No texto que acompanha a publicação, Huck relfetiu sobre o uso da IA: “De um lado, ela vai transformar positivamente a forma como a gente estuda, trabalha, cria, empreende, se comunica e até se relaciona. Mas ela também pode confundir, enganar e até manipular. A gente precisa aprender a diferenciar o que é real, o que é artificial de verdade e o que é artificial de mentira – ou seja, o que veio pra ajudar e o que veio pra enganar”.

Letramento digital

Segundo a diretora do Instituto de Referência Internet e Sociedade (Iris) e mestre em Política Científica e Tecnológica pela Unicamp, Ana Bárbara Gomes, a capacidade de criação da IA aliada à criatividade humana pode gerar conteúdos interessantes, benéficos e inofensivos. O que a preocupa é a capacidade da população para interpretar o que é uma criação artificial.

“O Brasil tem níveis baixos de letramento digital comparado a outros países. Boa parte da nossa população não tem domínio das ferramentas digitais para estar na internet de forma segura, informativa e emancipatória”, pondera a pesquisadora.

O acelerado desenvolvimento de tecnologias como a IA nos coloca, acrescenta Ana Bárbara, diante de um cenário em que os conteúdos são cada vez mais sofisticados, convincentes e indiferenciáveis.

“Hoje discutimos muito sobre integridade da informação, sobre como desenvolvemos estratégias para que o as informações que circulam no ambiente digital sejam íntegras, verdadeiras e confiáveis. O que temos observado é um cenário de desordem informacional que afeta nossas relações, nossa democracia, nossa percepção de mundo”,   

O professor Flávio Souza, doutor em engenharia elétrica e cofundador e coordenador do Programa de Inovação Ânima Lab HUB, do grupo Ânima, alerta sobre a necessidade de investimentos cada vez maiores quando o assunto é a educação digital da população. “A capacidade de análise do que é real ou não vai depender muito do conhecimento da pessoa, não da IA. Precisamos caminhar muito nesse sentido”, ressalta.

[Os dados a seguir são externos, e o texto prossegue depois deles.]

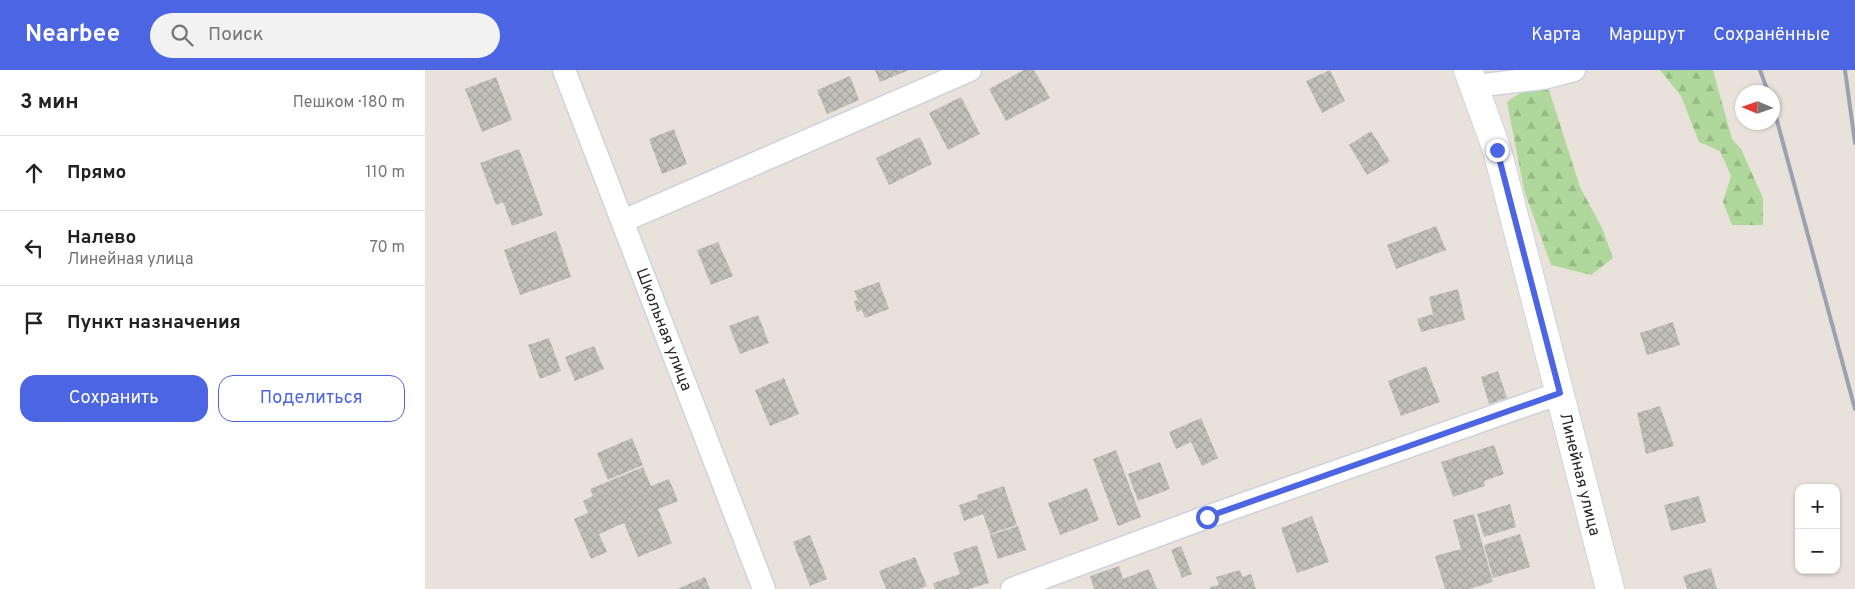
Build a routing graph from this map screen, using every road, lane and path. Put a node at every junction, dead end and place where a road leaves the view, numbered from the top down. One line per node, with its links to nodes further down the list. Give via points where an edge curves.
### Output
1 (565, 70): 5 (street, Школьная улица)
2 (970, 70): 5 (street)
3 (1575, 70): 4 (street, via 1543,78)
4 (1472, 78): 6 (main road, Линейная улица, via 1497,150)
5 (623, 221): 7 (street, Школьная улица)
6 (1560, 393): 8 (street); 9 (main road, Линейная улица)
7 (764, 589)
8 (1012, 589)
9 (1610, 589)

Souza destaca que o uso da IA ter impacto positivo em áreas diversas, aumentando a produtividade e a proteção de dados, mas o uso irresponsável das tecnologias traz riscos de ordem ética, social e emocional: “A IA tem muitas capacidades e competências que estão prontas em minutos, enquanto as pessoas demorariam semanas para aprender, mas ao dar características a personagens, por exemplo, é preciso refletir se isso está ferindo algum tipo de credo ou os direitos de outra pessoa”.

Regulação das redes é benéfica

A pesquisadora Ana Bárbara Gomes elenca as principais urgências para combater o mau uso da inteligência artificial e a difusão de conteúdos ilegais, golpes e notícias falsas: desenvolvimento do letramento midiático, capacidade de buscar e identificar uma boa fonte de informação, habilidade de navegar na internet para além das redes sociais, domínio de ferramentas de segurança e autonomia no uso das tecnologias.

“Isso tudo faz parte de uma série de habilidades que precisam ser estimuladas para que as pessoas estejam mais seguras e conscientes online”, diz a diretora do Instituto de Referência Internet e Sociedade (Iris) e mestre em política científica e tecnológica pela Unicamp.

Ana Bárbara Gomes também destaca a necessidade de regulamentar as redes sociais. Ao mesmo tempo, ressalta a importância de formar pessoas preparadas para interagir com essas tecnologias de maneira responsável e consciente. 

“A regulação é indispensável para definirmos os parâmetros éticos para a criação de tecnologias de IA, de responsabilidades de quem cria e disponibiliza ferramentas, e de sistemas de auditoria para combater vieses e discriminação”, conclui.